Defendant argues that no interest is allowable on the welders contract. In support of its argument, defendant cites Tew v. Arizona State Retirement Sys., 69 B.R. 608 (S.D.Fla. 1987), rev'd on other grounds, 873 F.2d 1400 (11th Cir. 1989), in which the court disallowed two days' interest on securities subject to a repurchase agreement.
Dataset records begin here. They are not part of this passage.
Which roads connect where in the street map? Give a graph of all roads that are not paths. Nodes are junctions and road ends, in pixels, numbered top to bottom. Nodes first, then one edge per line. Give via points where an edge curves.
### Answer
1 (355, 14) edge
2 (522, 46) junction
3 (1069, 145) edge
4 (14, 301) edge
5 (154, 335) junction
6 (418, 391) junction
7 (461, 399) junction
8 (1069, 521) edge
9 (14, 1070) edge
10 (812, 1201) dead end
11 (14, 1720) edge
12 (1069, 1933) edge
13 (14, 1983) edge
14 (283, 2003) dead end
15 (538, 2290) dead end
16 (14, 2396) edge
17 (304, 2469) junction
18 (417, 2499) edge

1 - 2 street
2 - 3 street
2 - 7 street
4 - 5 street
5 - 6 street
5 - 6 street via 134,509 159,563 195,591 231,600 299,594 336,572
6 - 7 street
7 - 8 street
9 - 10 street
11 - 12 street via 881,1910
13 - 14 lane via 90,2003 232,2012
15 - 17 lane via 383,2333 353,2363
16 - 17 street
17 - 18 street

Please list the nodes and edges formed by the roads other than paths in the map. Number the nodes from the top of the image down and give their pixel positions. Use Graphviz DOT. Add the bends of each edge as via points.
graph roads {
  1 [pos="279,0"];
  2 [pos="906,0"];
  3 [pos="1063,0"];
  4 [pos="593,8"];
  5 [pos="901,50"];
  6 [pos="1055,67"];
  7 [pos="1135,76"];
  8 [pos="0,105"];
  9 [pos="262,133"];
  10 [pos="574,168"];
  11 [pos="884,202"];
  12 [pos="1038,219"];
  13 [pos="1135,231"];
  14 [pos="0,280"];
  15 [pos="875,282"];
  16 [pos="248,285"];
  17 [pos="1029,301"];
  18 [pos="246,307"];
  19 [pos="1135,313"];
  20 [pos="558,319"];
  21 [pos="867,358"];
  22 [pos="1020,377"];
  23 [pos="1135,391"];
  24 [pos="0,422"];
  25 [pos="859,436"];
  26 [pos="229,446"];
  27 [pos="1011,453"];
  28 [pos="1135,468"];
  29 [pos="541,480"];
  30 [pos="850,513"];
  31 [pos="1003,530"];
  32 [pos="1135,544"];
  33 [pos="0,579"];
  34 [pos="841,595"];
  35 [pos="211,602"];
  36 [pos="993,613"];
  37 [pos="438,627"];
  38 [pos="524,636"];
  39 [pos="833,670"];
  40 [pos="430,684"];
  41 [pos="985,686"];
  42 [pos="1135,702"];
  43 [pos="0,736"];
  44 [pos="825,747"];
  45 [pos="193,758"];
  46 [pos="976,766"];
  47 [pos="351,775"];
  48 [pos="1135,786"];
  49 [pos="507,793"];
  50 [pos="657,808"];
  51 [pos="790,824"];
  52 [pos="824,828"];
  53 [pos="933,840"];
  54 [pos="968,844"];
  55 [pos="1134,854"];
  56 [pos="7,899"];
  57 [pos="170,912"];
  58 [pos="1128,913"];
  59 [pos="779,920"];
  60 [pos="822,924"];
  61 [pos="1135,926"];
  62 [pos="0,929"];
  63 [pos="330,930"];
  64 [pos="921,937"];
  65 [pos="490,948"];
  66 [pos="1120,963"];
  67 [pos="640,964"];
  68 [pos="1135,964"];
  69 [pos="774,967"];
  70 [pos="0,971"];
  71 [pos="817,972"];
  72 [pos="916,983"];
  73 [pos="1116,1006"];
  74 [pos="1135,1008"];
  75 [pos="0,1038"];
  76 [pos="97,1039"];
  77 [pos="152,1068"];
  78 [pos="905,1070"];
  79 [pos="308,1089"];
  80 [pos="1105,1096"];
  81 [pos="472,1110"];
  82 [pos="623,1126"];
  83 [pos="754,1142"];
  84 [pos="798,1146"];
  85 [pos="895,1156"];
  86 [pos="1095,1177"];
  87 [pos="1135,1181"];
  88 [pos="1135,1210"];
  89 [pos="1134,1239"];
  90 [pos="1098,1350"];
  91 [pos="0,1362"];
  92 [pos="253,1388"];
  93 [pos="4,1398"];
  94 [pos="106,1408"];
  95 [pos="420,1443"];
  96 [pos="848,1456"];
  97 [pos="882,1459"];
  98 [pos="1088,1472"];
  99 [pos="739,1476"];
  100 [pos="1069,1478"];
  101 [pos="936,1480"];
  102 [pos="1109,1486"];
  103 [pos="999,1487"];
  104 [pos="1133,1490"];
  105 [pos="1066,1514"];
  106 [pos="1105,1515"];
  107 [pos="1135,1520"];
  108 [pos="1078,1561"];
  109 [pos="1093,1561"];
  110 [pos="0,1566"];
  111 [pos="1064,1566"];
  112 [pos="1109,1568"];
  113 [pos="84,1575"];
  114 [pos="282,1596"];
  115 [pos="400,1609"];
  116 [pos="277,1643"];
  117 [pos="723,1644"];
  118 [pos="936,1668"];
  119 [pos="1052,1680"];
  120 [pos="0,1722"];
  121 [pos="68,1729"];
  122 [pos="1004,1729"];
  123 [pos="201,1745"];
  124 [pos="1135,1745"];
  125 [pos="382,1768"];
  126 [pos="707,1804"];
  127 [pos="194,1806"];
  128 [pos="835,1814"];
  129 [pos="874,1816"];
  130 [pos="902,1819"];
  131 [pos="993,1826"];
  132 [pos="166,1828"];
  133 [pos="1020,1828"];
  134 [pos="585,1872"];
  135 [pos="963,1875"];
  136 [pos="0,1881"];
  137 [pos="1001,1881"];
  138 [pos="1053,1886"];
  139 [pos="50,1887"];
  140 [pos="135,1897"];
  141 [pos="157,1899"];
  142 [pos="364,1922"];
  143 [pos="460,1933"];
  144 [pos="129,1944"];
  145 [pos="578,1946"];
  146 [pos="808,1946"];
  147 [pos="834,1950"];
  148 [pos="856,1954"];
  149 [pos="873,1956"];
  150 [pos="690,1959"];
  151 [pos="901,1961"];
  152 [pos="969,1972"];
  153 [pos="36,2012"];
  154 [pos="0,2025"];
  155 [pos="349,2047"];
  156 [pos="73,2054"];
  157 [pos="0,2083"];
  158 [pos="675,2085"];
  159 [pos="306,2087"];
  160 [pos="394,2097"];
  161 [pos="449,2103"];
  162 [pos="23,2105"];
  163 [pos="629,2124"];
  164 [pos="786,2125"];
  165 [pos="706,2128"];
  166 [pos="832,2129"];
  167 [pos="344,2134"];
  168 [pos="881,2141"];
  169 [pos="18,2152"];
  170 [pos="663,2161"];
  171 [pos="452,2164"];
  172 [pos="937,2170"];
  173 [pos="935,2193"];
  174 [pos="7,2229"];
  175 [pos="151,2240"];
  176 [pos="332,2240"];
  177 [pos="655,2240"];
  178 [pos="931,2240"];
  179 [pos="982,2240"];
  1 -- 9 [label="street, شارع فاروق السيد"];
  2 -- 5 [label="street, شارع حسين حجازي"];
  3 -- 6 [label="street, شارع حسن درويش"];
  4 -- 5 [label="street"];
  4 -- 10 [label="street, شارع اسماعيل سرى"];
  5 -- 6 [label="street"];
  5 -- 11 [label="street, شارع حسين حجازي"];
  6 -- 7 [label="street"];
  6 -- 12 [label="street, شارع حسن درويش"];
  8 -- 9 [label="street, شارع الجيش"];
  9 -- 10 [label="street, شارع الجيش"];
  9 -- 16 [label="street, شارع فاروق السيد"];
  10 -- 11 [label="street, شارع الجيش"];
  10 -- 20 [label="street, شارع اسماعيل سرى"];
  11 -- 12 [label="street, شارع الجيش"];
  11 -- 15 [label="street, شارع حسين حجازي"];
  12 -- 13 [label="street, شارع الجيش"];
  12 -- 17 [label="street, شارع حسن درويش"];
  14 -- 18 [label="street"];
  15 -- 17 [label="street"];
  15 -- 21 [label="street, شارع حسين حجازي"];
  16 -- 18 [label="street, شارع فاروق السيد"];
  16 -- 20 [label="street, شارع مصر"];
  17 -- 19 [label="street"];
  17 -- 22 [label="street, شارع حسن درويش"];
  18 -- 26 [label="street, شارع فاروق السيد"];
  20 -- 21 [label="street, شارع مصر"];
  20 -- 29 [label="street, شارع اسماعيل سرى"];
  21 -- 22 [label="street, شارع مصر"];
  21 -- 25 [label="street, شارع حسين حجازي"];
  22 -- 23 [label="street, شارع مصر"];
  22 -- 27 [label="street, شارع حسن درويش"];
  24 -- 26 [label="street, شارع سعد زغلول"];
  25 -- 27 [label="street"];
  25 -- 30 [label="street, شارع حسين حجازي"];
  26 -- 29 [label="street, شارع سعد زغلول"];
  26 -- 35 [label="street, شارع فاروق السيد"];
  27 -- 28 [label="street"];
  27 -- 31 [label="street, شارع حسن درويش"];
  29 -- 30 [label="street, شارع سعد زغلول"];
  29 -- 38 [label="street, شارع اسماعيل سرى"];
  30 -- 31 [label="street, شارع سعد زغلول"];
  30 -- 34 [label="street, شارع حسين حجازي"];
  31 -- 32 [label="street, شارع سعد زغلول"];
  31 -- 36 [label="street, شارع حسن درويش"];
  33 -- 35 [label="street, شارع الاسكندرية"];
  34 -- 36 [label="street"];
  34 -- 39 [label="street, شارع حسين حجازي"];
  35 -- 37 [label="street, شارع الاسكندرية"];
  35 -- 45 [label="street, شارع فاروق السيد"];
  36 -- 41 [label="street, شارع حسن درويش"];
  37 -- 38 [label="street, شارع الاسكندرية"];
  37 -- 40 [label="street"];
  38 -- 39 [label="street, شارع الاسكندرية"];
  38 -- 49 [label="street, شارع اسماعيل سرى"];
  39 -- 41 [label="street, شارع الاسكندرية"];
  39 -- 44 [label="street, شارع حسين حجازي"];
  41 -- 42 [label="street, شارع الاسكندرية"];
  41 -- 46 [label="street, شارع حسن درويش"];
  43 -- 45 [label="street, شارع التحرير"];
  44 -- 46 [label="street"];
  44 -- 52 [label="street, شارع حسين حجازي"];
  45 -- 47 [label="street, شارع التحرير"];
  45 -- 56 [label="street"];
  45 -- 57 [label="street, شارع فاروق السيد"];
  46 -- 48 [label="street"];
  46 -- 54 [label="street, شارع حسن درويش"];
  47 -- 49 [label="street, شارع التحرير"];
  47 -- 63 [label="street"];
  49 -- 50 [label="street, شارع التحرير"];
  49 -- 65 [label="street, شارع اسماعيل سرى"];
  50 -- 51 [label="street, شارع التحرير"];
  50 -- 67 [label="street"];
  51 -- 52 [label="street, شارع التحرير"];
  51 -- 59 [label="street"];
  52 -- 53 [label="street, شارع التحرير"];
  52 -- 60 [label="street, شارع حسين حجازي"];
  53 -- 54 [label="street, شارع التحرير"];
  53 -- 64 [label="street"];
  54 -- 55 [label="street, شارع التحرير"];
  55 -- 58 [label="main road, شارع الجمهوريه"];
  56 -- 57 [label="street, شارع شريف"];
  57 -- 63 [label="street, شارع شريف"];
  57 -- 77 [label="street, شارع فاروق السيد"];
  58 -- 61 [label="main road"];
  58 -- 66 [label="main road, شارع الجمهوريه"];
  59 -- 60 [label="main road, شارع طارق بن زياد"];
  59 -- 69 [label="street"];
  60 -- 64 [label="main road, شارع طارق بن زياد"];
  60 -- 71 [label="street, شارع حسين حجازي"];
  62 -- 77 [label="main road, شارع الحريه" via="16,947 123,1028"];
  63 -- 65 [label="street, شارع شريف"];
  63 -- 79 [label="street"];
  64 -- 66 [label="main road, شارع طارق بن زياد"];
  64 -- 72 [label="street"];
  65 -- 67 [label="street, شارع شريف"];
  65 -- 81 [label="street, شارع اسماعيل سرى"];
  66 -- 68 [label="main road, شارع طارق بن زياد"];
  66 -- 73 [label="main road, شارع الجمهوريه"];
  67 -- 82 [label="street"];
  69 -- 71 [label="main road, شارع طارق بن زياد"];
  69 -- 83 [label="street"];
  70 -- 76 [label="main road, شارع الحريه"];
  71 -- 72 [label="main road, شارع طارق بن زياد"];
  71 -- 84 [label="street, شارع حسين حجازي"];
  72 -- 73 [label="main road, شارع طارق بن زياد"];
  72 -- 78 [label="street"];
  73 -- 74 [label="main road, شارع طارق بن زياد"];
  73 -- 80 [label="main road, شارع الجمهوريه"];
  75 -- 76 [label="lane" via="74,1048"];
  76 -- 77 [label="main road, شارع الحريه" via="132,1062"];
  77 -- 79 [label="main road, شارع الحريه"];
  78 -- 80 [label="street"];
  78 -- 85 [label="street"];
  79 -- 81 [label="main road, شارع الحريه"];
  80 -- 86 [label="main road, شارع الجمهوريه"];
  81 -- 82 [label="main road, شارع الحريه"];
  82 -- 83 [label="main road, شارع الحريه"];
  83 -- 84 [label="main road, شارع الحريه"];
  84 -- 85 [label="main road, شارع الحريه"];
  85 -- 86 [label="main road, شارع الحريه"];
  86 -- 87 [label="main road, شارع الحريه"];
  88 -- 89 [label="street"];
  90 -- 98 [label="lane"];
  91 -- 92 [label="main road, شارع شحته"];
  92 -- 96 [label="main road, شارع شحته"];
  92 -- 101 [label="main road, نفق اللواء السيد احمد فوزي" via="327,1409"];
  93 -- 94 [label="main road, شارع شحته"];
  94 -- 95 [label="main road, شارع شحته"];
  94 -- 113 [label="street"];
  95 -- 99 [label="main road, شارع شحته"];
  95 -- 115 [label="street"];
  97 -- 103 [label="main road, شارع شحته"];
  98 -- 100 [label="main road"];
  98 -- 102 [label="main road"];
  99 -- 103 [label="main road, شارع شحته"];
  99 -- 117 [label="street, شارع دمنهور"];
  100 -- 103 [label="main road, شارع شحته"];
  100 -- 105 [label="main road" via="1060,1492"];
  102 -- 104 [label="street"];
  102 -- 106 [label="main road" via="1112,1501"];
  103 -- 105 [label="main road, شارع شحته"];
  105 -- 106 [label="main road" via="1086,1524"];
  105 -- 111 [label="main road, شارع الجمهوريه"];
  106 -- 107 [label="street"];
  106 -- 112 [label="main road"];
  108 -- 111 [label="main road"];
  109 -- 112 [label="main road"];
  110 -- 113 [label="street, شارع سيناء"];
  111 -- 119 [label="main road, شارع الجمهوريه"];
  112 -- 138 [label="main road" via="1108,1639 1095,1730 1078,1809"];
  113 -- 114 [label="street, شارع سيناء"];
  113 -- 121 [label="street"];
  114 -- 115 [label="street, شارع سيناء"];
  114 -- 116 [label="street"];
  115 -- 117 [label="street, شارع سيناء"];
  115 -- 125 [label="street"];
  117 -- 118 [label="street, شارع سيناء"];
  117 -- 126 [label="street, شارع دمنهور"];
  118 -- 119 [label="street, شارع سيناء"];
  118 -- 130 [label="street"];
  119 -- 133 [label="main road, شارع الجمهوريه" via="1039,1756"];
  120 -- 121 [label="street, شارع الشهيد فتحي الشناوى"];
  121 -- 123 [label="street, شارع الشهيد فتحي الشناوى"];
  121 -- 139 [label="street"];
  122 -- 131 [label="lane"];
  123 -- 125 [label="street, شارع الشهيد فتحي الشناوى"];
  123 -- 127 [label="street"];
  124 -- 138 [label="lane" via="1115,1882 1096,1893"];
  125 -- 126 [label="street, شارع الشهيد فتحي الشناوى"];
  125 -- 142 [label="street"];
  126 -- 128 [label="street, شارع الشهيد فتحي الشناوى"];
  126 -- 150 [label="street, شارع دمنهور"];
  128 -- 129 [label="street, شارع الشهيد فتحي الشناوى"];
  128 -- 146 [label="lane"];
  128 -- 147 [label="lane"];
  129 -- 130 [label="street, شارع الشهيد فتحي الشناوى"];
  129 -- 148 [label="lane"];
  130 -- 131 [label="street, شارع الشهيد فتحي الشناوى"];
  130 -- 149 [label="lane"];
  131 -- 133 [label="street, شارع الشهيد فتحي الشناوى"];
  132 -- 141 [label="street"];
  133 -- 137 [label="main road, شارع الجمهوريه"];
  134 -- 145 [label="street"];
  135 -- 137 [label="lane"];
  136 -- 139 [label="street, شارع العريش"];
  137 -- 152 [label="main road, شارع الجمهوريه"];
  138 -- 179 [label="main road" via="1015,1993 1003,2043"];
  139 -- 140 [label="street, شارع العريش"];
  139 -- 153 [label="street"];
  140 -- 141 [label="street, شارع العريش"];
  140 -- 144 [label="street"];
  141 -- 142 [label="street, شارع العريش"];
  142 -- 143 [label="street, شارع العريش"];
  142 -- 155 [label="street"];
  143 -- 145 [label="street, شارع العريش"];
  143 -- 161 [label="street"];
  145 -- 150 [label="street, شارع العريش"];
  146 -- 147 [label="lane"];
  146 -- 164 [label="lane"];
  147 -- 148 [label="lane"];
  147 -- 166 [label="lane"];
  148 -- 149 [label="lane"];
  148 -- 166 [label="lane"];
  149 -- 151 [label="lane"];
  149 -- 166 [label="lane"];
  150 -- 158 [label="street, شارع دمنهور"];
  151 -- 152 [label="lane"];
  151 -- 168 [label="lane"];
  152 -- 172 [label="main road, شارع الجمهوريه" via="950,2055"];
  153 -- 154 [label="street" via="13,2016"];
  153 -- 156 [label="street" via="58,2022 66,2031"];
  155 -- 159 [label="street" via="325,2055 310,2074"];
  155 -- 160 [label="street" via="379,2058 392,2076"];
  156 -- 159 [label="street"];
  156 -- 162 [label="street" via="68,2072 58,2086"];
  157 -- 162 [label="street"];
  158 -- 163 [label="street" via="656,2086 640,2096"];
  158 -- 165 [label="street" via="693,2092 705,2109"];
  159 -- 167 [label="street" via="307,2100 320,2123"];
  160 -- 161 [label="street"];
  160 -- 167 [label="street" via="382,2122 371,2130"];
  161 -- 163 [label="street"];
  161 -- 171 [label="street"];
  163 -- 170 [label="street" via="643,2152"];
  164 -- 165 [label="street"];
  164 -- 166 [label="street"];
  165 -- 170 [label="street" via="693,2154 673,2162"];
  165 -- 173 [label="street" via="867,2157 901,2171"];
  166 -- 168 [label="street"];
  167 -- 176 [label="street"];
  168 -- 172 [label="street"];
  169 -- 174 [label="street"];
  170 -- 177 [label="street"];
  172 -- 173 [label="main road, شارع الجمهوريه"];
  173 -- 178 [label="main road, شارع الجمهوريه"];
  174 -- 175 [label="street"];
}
In that case, ESM, the party that was supposed to repurchase the securities, breached the contract by failing to do so; two days later, the holder of the securities was able to sell them to a third party, but sought reimbursement for the two days' interest it lost as a consequence of ESM's breach. The court found that the interest was "in the nature of a claim for consequential damages resulting from ESM's breach" and that under the Code, "consequential damages are not recoverable by an aggrieved seller against a buyer in an action for breach of contract for sale of goods." Id. at 610.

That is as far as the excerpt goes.